Task description: Pull every line that includes the word "setLineDash" out of the data below and copy it.
### Provided data
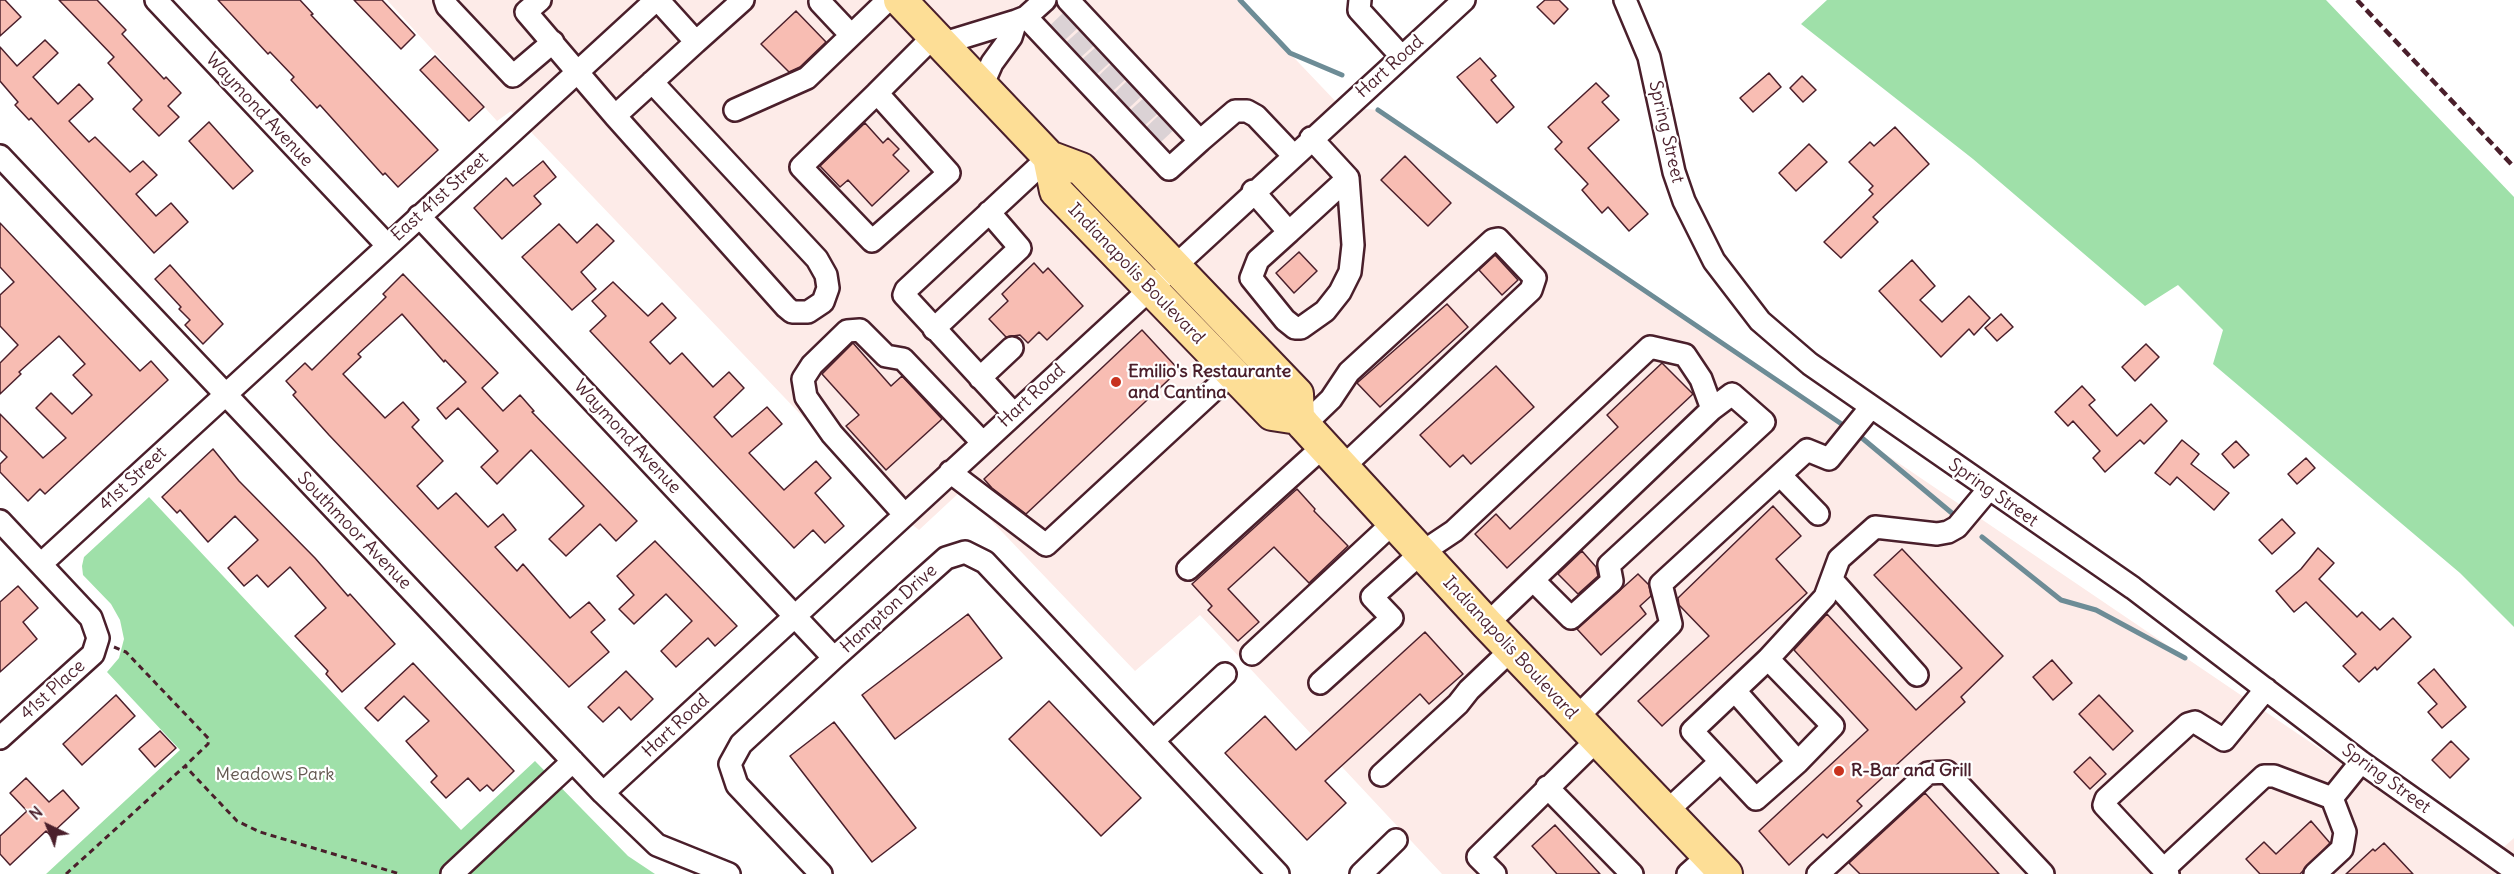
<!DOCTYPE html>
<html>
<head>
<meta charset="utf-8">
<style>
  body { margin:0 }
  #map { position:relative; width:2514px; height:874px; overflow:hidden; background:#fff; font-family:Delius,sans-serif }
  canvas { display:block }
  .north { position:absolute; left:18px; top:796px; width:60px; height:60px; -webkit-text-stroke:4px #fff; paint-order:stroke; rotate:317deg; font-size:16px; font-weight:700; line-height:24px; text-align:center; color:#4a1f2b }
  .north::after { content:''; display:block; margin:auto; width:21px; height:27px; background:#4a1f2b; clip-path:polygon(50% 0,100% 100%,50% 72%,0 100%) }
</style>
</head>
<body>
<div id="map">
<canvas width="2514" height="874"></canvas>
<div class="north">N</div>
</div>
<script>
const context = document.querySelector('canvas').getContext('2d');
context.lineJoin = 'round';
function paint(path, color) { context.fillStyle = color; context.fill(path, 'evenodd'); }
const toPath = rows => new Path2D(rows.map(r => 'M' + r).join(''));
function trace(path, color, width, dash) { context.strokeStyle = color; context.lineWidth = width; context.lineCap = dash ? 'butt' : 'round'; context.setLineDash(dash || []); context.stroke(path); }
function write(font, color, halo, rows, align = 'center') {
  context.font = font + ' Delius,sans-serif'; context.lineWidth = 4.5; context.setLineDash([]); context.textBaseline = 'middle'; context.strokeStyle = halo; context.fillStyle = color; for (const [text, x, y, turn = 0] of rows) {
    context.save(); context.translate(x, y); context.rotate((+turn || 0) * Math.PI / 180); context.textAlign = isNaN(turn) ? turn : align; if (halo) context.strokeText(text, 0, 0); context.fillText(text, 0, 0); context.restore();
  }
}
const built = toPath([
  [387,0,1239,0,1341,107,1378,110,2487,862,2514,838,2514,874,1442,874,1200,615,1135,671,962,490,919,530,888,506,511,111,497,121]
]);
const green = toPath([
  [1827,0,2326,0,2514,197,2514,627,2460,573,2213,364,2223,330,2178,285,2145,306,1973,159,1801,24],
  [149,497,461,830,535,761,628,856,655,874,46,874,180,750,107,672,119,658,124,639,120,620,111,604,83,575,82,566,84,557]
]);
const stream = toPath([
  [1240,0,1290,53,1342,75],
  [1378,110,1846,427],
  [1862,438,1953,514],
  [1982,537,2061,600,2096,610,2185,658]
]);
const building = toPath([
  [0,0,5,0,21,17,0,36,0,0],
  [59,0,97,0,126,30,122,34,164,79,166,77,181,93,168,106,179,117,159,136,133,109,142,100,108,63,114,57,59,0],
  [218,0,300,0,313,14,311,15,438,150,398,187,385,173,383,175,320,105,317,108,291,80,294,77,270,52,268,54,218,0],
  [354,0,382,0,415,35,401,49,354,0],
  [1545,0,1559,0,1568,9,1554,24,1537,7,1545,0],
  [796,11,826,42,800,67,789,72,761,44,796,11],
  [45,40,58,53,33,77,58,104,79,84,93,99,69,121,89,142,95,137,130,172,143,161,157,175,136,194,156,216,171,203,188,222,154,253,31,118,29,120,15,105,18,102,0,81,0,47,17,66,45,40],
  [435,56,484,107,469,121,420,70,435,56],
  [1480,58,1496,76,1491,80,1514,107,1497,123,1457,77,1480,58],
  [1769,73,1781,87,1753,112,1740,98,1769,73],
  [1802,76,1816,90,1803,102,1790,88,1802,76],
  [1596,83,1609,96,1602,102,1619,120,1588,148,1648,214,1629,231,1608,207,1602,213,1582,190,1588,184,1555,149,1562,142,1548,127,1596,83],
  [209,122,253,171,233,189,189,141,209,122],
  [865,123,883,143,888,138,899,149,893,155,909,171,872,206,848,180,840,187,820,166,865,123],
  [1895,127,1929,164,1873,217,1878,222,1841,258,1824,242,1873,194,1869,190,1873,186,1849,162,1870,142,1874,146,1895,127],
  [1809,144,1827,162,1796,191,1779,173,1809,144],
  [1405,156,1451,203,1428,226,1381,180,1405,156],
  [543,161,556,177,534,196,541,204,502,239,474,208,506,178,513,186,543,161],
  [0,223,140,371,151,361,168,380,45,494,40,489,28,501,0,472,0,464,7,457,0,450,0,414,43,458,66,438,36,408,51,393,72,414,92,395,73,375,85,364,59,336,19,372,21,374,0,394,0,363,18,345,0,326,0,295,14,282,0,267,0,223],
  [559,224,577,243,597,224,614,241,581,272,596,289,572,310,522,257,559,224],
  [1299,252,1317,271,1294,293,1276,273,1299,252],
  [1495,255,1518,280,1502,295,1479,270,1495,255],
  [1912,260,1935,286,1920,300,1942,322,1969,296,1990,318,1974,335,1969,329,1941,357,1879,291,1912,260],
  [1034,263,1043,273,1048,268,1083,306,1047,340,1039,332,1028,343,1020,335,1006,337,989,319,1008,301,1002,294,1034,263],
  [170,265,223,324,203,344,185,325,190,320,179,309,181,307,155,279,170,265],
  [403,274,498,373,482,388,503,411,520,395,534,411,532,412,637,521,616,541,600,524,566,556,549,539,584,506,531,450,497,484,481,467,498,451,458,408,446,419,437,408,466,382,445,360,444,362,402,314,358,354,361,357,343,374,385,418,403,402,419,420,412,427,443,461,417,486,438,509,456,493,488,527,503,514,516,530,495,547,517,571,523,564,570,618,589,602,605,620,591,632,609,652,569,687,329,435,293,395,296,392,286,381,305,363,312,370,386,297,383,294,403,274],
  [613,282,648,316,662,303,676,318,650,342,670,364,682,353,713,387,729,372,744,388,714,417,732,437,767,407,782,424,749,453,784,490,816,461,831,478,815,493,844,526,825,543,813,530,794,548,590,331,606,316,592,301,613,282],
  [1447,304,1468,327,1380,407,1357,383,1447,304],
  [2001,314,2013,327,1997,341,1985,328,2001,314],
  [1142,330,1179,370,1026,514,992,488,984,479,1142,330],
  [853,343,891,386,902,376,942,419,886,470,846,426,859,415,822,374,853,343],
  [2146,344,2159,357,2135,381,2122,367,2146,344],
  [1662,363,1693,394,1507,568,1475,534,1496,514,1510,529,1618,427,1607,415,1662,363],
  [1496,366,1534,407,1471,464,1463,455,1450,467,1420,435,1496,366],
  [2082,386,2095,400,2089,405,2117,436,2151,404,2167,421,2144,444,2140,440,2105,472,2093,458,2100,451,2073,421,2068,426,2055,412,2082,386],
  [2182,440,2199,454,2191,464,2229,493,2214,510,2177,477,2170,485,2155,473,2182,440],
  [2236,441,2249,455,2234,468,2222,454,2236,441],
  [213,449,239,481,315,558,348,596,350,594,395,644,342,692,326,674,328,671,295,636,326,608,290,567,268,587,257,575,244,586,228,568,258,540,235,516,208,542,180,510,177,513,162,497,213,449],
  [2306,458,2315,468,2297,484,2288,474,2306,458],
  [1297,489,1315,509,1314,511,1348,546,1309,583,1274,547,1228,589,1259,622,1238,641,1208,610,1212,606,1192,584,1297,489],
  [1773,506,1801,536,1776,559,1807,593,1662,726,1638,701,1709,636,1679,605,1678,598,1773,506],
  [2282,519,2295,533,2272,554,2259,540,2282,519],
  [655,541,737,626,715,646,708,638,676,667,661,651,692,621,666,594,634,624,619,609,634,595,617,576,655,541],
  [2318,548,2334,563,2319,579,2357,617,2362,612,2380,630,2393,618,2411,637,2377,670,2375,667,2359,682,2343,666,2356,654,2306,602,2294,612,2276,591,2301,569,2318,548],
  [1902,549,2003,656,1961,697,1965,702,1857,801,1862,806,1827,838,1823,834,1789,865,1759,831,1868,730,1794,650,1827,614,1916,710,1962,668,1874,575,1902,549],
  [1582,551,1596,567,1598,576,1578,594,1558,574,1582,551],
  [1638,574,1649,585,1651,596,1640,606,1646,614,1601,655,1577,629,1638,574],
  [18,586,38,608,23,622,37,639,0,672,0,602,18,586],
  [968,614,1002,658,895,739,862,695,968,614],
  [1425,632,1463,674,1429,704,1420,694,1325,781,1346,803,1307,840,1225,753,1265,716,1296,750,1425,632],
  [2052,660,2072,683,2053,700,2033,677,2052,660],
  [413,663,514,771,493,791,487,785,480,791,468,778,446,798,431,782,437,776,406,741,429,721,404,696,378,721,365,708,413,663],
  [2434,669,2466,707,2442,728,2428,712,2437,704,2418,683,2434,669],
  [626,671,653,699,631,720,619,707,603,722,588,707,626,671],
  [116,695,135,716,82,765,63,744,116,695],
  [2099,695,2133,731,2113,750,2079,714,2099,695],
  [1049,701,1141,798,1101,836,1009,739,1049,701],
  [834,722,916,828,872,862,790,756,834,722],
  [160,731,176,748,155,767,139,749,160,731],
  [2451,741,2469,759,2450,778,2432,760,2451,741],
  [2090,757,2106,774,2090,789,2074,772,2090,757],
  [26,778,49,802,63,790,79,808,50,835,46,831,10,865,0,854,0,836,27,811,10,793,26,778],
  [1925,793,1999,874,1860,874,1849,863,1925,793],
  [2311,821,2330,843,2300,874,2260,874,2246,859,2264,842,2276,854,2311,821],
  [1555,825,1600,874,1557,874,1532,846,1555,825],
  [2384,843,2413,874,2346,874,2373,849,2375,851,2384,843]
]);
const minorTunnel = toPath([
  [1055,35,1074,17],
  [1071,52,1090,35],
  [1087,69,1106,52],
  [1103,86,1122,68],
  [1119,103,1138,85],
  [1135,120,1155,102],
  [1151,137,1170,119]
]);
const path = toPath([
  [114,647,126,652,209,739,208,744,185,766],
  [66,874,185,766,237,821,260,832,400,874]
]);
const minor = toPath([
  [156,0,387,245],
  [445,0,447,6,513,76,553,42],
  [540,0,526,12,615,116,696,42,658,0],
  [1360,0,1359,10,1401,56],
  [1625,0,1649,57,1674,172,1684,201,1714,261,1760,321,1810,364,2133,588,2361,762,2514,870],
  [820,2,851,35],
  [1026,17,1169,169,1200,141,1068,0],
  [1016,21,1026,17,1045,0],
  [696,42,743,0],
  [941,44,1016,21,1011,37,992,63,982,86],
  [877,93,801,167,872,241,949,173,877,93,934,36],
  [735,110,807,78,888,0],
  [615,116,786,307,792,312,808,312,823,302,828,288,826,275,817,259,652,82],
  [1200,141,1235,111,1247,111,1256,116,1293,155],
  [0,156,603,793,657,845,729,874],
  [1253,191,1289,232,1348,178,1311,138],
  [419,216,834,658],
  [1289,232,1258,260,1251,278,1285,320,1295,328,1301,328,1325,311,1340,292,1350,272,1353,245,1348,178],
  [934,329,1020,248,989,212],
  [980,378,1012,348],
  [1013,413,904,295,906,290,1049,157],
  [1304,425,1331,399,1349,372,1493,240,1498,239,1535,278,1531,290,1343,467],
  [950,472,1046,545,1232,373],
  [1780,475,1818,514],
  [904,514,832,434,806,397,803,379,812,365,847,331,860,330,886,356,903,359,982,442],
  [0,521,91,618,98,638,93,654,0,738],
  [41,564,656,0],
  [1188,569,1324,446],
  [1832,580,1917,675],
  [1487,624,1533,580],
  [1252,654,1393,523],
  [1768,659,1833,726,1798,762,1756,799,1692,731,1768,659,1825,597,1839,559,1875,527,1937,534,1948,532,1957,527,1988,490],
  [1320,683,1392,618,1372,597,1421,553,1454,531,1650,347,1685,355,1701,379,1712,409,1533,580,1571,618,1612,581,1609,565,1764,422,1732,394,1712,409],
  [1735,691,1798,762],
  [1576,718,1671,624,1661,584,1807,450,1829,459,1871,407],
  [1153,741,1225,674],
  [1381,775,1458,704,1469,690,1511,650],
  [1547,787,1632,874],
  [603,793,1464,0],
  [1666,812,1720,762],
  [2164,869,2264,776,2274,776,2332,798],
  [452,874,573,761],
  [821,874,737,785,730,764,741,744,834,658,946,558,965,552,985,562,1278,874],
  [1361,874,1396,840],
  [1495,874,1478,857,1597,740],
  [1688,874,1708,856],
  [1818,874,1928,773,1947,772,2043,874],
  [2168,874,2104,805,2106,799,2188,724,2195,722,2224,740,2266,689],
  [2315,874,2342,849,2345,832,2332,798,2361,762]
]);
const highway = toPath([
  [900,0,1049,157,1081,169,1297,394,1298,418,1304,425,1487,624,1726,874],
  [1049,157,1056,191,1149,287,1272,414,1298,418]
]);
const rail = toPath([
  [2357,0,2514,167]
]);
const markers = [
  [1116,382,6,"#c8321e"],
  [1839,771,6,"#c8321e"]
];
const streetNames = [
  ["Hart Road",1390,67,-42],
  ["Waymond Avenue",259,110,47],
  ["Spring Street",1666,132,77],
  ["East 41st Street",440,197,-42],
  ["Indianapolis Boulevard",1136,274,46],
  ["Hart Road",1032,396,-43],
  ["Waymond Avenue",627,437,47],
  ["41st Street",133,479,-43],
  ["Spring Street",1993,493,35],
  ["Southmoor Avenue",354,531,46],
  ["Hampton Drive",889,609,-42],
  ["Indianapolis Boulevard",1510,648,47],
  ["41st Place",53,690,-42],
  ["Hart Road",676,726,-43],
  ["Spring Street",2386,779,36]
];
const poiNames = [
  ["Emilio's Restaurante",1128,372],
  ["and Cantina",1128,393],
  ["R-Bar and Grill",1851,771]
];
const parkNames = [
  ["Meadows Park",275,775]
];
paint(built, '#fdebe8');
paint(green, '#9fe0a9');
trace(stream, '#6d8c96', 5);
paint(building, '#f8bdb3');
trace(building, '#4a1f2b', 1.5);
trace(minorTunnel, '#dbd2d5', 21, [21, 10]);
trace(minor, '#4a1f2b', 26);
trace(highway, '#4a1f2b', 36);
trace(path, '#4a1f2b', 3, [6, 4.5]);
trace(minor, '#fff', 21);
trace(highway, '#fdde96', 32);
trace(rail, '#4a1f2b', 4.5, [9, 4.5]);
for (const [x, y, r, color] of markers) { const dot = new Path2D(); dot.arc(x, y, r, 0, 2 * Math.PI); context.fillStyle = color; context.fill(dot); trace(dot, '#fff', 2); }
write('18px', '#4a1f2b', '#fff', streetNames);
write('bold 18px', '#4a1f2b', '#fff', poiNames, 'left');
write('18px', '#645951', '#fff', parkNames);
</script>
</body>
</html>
######
Task answer:
function trace(path, color, width, dash) { context.strokeStyle = color; context.lineWidth = width; context.lineCap = dash ? 'butt' : 'round'; context.setLineDash(dash || []); context.stroke(path); }
  context.font = font + ' Delius,sans-serif'; context.lineWidth = 4.5; context.setLineDash([]); context.textBaseline = 'middle'; context.strokeStyle = halo; context.fillStyle = color; for (const [text, x, y, turn = 0] of rows) {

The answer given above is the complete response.